If Register ext_ctrl, Bit rxen_en = 1, then Register gp_out,
Bit gpio_dout[6] is controlled by radio controller.
If Register ext_ctrl, Bit txen_en = 1, then Register gp_out,
Bit gpio_dout[5] is controlled by radio controller.
Table 88. 0x335: synt
Bit Field Name R/W Reset Value Description
[7:0] lock_time R/W 23 Synthesizer locking timeout period (46 μs). 1 LSB = 2 μs.
Table 89. 0x33D: rc_cal_cfg
Bit Field Name R/W Reset Value Description
[7:2] Reserved R/W 15 Reserved, set to default.
[1:0] skip_rc_cal R/W 0 0: do not skip RC calibration. This calibration is performed only when transitioning
from idle to PHY_RDY.
3: skip RC calibration.
Table 90. 0x353: vco_band_ovrw
Bit Field Name R/W Reset Value Description
[7:0] vco_band_ovrw_val R/W 0 Overwrite value for the VCO frequency band. Enabled when vco_band_ovrw_en =
1 and Register vco_cal_cfg, Field skip_vco_cal = 15.

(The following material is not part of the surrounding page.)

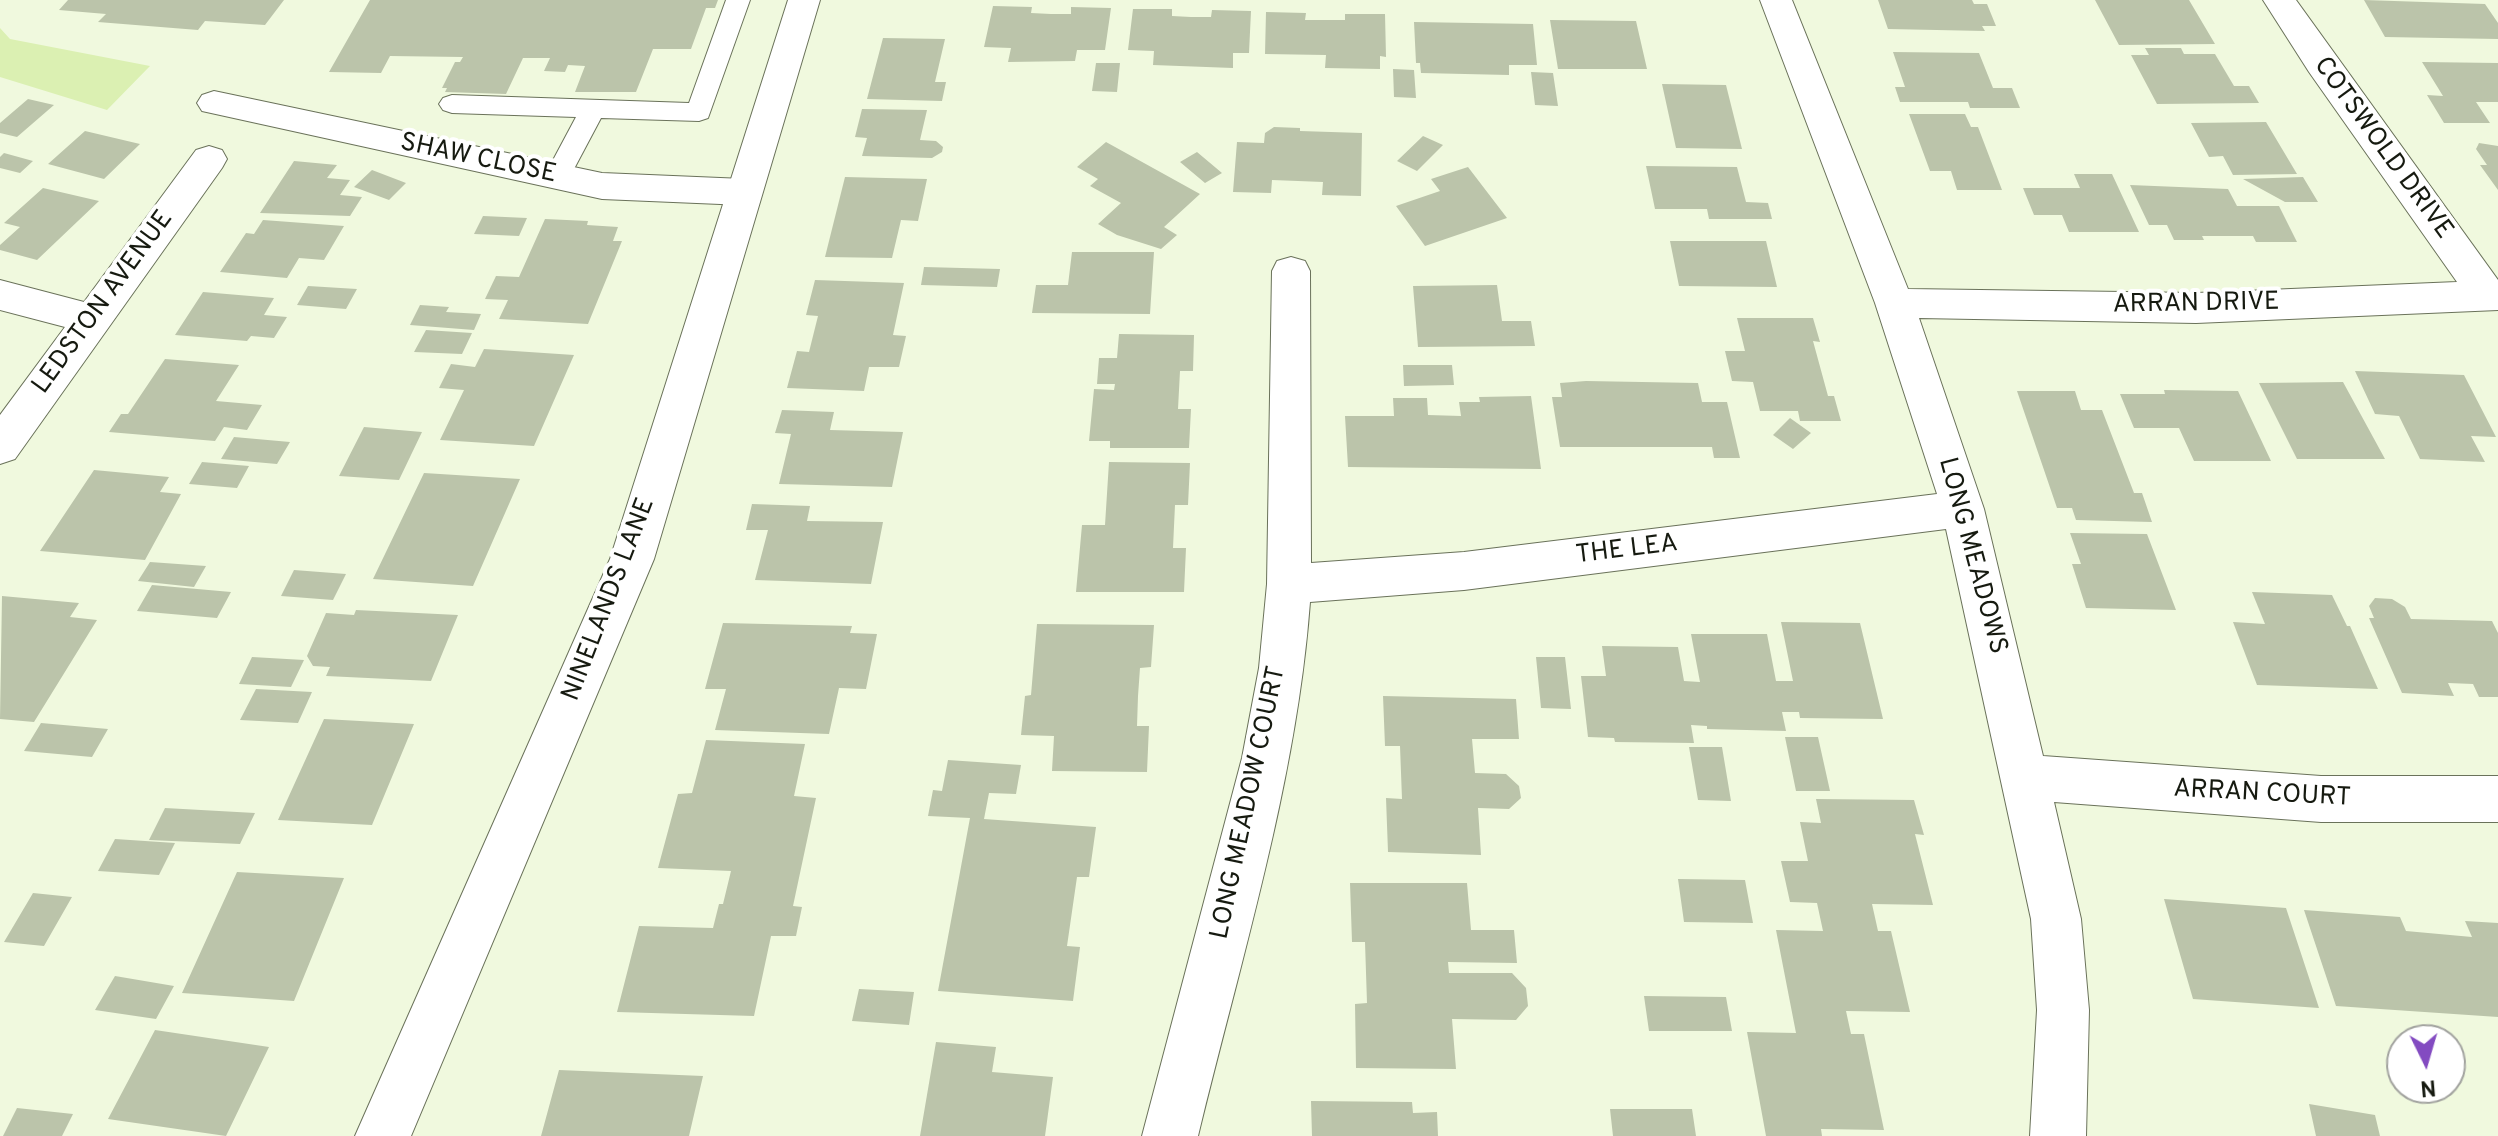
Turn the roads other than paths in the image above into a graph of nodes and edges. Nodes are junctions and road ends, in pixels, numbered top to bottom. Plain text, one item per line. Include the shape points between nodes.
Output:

Table 91. 0x354: vco_idac_ovrw
Bit Field Name R/W Reset Value Description
[7:0] vco_idac_ovrw_val R/W 0 Overwrite value for the VCO bias current DAC. Enabled when Register vco_cal_cfg,
Field skip_vco_cal = 15 and vco_idac_ovrw_en = 1.
Table 92. 0x355: vco_ovrw_cfg
Bit Field Name R/W Reset Value Description
[7:2] Reserved R/W 2 Reserved, set to default.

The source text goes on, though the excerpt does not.